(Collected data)
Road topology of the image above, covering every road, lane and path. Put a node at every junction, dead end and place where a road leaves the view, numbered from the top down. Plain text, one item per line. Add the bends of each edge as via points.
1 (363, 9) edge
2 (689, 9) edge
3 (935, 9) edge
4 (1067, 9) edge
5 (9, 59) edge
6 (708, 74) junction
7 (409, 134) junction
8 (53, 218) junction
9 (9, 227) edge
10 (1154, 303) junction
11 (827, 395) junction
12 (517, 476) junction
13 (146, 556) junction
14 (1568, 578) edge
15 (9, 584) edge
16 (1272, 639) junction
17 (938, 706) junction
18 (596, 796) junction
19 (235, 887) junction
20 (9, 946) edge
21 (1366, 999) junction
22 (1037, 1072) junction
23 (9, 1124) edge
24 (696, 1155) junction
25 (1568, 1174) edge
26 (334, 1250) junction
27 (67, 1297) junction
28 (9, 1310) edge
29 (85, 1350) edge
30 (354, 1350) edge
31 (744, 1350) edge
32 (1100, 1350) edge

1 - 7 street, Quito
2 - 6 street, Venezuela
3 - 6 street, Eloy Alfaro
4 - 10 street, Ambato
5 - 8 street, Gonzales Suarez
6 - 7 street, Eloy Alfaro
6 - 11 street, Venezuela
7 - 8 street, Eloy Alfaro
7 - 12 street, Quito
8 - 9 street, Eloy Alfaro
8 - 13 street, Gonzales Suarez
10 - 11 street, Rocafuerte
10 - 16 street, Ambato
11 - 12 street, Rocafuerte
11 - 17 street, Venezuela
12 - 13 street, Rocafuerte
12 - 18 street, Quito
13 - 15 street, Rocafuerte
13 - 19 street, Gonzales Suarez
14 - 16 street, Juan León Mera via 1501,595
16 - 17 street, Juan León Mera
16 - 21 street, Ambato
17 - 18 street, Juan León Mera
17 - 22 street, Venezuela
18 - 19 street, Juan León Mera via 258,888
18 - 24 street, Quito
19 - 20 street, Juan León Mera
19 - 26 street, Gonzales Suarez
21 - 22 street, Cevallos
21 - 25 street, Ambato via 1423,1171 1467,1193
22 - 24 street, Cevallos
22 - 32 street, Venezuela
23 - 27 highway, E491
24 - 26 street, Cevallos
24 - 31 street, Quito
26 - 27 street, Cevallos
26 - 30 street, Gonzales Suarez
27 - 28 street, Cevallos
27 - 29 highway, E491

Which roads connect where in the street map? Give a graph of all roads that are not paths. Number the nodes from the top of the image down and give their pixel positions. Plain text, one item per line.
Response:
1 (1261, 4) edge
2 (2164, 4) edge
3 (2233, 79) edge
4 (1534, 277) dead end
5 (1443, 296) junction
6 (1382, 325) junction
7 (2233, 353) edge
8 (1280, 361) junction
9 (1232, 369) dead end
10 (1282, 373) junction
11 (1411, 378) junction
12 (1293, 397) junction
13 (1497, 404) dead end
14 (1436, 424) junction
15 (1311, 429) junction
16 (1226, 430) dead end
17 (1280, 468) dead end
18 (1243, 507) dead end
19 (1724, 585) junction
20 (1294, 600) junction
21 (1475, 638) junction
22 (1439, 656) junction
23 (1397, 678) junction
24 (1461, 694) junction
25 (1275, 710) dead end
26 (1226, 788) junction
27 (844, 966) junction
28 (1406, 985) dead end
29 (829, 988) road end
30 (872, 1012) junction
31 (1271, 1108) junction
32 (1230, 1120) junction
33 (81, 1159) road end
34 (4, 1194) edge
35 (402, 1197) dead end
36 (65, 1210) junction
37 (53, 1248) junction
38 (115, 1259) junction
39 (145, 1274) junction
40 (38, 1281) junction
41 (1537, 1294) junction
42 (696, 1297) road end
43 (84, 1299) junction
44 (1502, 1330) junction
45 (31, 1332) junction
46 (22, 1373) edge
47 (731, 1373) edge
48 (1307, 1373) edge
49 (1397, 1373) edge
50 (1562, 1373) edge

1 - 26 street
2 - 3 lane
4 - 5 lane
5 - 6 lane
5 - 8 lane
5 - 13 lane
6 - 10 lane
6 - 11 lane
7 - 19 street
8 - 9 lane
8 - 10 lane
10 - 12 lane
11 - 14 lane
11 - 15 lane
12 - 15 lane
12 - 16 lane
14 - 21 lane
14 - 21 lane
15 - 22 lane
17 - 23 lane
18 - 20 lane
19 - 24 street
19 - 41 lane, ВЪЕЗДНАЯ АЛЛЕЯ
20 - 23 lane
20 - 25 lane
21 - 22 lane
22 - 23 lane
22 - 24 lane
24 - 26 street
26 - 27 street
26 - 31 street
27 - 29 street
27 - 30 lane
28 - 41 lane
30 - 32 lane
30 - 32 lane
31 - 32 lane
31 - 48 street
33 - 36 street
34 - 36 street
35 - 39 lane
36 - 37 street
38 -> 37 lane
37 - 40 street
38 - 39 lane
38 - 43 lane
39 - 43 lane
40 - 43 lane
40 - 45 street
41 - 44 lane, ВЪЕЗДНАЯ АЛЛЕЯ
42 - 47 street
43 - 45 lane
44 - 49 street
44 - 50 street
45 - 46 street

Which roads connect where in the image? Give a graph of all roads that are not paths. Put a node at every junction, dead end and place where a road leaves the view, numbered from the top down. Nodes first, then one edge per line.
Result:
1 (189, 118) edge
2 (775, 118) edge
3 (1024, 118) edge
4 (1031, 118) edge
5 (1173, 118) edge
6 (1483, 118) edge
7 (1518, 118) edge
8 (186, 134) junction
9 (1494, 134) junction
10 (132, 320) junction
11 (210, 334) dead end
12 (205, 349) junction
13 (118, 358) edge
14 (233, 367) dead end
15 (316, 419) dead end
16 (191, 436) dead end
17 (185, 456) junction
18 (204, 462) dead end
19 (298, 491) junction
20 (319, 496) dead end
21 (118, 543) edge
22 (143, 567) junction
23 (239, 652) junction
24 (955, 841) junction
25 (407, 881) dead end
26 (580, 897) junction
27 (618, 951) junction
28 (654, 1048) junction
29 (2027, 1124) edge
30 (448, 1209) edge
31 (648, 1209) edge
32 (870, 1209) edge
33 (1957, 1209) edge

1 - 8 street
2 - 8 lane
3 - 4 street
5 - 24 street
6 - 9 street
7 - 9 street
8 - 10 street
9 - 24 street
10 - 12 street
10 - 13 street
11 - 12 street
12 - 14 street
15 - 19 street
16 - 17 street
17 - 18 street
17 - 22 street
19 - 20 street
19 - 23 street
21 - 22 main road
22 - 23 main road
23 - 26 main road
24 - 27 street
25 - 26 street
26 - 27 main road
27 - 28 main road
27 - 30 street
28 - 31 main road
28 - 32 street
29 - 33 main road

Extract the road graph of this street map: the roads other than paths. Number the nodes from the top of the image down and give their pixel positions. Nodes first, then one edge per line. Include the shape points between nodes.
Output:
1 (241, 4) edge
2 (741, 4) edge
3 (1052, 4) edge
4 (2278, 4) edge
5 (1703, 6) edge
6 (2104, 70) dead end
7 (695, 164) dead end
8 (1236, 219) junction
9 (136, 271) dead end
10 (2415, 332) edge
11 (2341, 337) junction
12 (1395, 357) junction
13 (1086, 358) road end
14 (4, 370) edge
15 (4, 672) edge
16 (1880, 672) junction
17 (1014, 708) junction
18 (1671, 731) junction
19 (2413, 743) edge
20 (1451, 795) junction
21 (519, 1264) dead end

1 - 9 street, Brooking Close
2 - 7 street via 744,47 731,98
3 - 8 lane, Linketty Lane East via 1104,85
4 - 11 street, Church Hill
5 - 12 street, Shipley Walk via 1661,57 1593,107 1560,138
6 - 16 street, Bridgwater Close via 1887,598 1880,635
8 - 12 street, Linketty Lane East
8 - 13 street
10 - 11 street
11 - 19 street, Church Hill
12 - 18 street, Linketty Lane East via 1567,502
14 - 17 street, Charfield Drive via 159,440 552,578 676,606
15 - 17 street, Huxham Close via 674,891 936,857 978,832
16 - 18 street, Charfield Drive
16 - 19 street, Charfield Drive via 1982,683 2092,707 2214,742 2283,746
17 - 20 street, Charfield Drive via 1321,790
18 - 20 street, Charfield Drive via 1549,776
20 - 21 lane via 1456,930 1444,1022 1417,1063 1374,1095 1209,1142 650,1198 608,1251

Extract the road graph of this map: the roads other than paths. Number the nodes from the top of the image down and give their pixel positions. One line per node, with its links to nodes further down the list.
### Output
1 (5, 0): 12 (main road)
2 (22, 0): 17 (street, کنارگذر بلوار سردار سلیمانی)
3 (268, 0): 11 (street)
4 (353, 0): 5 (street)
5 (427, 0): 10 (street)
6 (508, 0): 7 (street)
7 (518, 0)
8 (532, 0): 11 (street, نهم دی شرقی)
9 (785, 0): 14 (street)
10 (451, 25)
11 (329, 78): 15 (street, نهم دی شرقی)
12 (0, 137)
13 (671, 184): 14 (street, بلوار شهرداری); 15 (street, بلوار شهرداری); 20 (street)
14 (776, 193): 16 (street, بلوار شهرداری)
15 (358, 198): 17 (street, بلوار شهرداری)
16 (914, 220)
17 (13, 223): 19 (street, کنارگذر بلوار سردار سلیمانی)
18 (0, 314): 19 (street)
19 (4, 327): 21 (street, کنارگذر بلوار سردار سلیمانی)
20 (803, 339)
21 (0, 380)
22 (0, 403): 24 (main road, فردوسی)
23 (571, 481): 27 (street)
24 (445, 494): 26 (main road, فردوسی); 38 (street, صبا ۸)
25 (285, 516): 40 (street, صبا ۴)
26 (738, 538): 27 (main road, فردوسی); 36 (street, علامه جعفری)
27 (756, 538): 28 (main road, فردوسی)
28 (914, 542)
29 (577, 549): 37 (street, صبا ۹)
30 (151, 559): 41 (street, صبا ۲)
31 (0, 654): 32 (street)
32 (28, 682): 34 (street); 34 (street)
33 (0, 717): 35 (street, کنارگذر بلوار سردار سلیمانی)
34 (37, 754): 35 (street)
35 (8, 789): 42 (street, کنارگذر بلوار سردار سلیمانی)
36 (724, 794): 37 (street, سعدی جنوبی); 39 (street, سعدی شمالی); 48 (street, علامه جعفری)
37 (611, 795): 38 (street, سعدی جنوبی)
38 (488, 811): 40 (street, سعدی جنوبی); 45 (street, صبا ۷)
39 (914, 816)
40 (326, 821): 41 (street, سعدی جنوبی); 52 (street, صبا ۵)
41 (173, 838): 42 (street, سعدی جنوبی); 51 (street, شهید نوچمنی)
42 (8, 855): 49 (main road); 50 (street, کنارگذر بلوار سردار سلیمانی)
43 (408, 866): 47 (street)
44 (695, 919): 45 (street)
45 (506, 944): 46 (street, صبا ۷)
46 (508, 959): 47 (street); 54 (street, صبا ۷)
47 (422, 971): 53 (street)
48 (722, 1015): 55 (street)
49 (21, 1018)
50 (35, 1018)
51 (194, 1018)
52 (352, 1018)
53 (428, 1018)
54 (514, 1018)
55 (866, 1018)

# [How to complete this task]
Copy the entries word for word. Start at the first line and end with the line containing "Which roads connect where in the street".

# [Expected output]
Road topology of the image above, covering every road, lane and path. Put a node at every junction, dead end and place where a road leaves the view, numbered from the top down. Plain text, one item per line. Add the bends of each edge as via points.
1 (363, 9) edge
2 (689, 9) edge
3 (935, 9) edge
4 (1067, 9) edge
5 (9, 59) edge
6 (708, 74) junction
7 (409, 134) junction
8 (53, 218) junction
9 (9, 227) edge
10 (1154, 303) junction
11 (827, 395) junction
12 (517, 476) junction
13 (146, 556) junction
14 (1568, 578) edge
15 (9, 584) edge
16 (1272, 639) junction
17 (938, 706) junction
18 (596, 796) junction
19 (235, 887) junction
20 (9, 946) edge
21 (1366, 999) junction
22 (1037, 1072) junction
23 (9, 1124) edge
24 (696, 1155) junction
25 (1568, 1174) edge
26 (334, 1250) junction
27 (67, 1297) junction
28 (9, 1310) edge
29 (85, 1350) edge
30 (354, 1350) edge
31 (744, 1350) edge
32 (1100, 1350) edge

1 - 7 street, Quito
2 - 6 street, Venezuela
3 - 6 street, Eloy Alfaro
4 - 10 street, Ambato
5 - 8 street, Gonzales Suarez
6 - 7 street, Eloy Alfaro
6 - 11 street, Venezuela
7 - 8 street, Eloy Alfaro
7 - 12 street, Quito
8 - 9 street, Eloy Alfaro
8 - 13 street, Gonzales Suarez
10 - 11 street, Rocafuerte
10 - 16 street, Ambato
11 - 12 street, Rocafuerte
11 - 17 street, Venezuela
12 - 13 street, Rocafuerte
12 - 18 street, Quito
13 - 15 street, Rocafuerte
13 - 19 street, Gonzales Suarez
14 - 16 street, Juan León Mera via 1501,595
16 - 17 street, Juan León Mera
16 - 21 street, Ambato
17 - 18 street, Juan León Mera
17 - 22 street, Venezuela
18 - 19 street, Juan León Mera via 258,888
18 - 24 street, Quito
19 - 20 street, Juan León Mera
19 - 26 street, Gonzales Suarez
21 - 22 street, Cevallos
21 - 25 street, Ambato via 1423,1171 1467,1193
22 - 24 street, Cevallos
22 - 32 street, Venezuela
23 - 27 highway, E491
24 - 26 street, Cevallos
24 - 31 street, Quito
26 - 27 street, Cevallos
26 - 30 street, Gonzales Suarez
27 - 28 street, Cevallos
27 - 29 highway, E491

Which roads connect where in the street map? Give a graph of all roads that are not paths. Number the nodes from the top of the image down and give their pixel positions. Plain text, one item per line.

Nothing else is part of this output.